Keywords: Hormonal modulation; Male infertility; Probiotic; Sperm vitality; Zebrafish (Danio rerio).

Fig. 1

Metabolomic profiling of Bifidobacterium longum subsp. longum BL21. (A) Pathway analysis displays pathways significantly influenced by the fermentation product. “Up_hits” are pathways with increased activity (blue), “Down_hits” denote pathways with decreased activity (yellow), and “Hits” are pathways with detected activity that has not significantly changed. (B) Amino acid and (C) organic acid levels show the concentrations of various amino acids and organic acids contained in the inactivated bacterial mass.

Fig. 2

Experimental design to evaluate the impact of Bifidobacterium longum subsp. longum BL21 on cyclophosphamide-induced reproductive dysfunction in zebrafish. (A) Experimental flowchart detailing the procedural steps, (B) Body weight comparisons, (C) Testicular weight measurements across different treatment groups: CTL (normal control), CS (cyclophosphamide-only), BL21 (BL21 treatment), and CC (clomiphene citrate as positive control). NS indicates no significant difference. ** p < 0.01.

Fig. 3

Impact of Bifidobacterium longum subsp. longum BL21 on sperm parameters in zebrafish experiencing cyclophosphamide-induced reproductive dysfunction. (A) Sperm count, (B) Viability, (C,D) DNA fragmentation.
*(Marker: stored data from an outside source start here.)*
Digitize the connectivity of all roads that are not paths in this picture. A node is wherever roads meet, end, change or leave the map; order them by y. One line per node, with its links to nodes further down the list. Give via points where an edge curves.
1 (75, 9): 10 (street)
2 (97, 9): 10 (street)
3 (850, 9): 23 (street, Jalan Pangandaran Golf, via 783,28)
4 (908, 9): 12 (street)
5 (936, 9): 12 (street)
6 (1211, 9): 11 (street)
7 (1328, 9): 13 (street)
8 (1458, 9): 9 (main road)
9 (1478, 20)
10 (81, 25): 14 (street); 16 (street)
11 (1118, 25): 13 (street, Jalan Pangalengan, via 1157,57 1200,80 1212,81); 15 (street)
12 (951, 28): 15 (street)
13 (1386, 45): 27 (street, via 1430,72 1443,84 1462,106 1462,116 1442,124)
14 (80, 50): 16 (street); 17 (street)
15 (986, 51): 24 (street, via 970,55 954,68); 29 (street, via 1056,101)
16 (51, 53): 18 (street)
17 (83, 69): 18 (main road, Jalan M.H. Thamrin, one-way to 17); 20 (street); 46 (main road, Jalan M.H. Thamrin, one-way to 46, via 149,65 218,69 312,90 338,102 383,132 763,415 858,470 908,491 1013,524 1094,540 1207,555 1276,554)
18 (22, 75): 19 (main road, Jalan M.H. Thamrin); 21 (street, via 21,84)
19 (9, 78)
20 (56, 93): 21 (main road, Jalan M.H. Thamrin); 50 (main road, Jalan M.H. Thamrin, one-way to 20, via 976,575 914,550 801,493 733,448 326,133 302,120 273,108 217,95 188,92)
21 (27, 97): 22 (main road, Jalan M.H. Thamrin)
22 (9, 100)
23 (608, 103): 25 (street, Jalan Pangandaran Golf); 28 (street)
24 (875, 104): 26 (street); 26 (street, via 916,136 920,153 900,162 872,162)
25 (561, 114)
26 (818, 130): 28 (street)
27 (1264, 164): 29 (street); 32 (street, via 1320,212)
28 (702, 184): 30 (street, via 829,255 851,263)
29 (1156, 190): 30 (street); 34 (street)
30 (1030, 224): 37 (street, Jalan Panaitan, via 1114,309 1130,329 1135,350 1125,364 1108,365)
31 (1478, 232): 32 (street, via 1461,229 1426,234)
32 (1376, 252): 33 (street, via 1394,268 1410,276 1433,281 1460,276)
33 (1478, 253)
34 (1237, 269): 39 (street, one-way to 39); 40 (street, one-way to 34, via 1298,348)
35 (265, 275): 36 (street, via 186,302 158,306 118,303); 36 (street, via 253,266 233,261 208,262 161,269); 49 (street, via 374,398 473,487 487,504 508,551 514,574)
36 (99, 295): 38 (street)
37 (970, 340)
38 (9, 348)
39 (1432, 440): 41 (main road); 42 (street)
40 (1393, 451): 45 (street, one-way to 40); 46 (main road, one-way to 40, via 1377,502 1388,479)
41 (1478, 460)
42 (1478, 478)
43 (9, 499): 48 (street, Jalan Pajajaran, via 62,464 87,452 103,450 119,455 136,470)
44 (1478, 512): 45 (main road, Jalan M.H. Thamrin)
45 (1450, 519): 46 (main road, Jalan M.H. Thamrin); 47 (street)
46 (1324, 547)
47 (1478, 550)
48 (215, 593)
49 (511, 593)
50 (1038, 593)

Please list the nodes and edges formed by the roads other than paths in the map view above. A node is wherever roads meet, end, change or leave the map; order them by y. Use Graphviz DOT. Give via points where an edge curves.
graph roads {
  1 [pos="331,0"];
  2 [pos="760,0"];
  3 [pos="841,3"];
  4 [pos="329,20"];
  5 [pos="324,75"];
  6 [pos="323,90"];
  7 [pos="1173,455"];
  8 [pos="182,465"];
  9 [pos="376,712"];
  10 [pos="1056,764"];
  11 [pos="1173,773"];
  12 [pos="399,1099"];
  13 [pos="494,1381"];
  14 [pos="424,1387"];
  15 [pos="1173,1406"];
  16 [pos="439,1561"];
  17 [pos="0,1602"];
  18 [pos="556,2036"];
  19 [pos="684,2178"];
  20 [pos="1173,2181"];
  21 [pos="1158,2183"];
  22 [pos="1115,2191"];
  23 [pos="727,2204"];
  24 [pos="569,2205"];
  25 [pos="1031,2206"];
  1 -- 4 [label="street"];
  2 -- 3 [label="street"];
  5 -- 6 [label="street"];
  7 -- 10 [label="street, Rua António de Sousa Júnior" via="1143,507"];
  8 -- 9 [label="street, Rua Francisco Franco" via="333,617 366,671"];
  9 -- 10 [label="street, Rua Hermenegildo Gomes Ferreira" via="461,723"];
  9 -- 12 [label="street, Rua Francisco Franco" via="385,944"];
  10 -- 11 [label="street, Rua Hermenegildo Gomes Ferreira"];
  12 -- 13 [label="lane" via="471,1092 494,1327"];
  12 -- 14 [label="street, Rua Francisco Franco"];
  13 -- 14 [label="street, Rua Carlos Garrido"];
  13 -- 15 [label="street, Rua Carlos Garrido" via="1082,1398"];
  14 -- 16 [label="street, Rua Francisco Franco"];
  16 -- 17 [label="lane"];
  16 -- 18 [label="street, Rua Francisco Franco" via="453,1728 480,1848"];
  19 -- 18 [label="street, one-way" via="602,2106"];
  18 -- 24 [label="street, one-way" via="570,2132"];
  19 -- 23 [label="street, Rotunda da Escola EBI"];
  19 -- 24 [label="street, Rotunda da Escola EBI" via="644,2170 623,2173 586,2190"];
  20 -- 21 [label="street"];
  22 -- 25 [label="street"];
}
The groups are as follows: CTL (normal control), CS (cyclophosphamide-only), BL21 (BL21 treatment), and CC (positive control with clomiphene citrate). ***p < 0.001. FITC-H denotes fluorescence intensity of stained DNA, reflecting DNA fragmentation levels, and SSC-H represents side scatter height, assessing cellular complexity.

Fig. 4

Effects of Bifidobacterium longum subsp. longum BL21 on reproductive behaviors and hormonal responses in zebrafish. (A) Diagram of the experimental tank setup, divided into a starting zone ('1') and a chasing zone ('2') to assess zebrafish mating behaviors. (B) Table presenting the frequency of male zebrafish chasing behaviors per minute across four groups: Control (CTL), Cyclophosphamide-only (CS), treated with BL21 (BL21), and a Clomiphene Citrate positive control (CC). (C) Movement trajectory plots for male (blue) and female (pink) zebrafish in the CS group showing baseline activities. (D) Enhanced trajectories in the BL21 group illustrate more frequent and interactive chasing, indicating improved reproductive behaviors after treatment. (E) Testosterone levels graph comparing responses across all groups, highlighting hormonal adjustments following treatments. (F) Follicle-stimulating hormone (FSH) levels graph, demonstrating gonadotropic responses to the treatments. (G) Luteinizing hormone (LH) levels graph, detailing endocrine responses across the treatment groups. * p < 0.05, ** p < 0.01, *** p < 0.001.

Fig. 5

Impact of Bifidobacterium longum subsp. longum BL21 on gene expression related to spermatogenesis and testicular development in zebrafish. (A) PCNA, (B) NANOG, (C) ZBTB16, (D) mTOR, (E) DDX4, (F) CYP26A1, (G) ALDH1A2 gene expression. Groups are control (CTL), cyclophosphamide only (CS), BL21 treated (BL21), and clomiphene citrate positive control (CC). *p < 0.05; **p < 0.01; ***p < 0.001.

Fig. 6

Effects of Bifidobacterium longum subsp. longum BL21 on reproductive recovery in cyclophosphamide-treated zebrafish.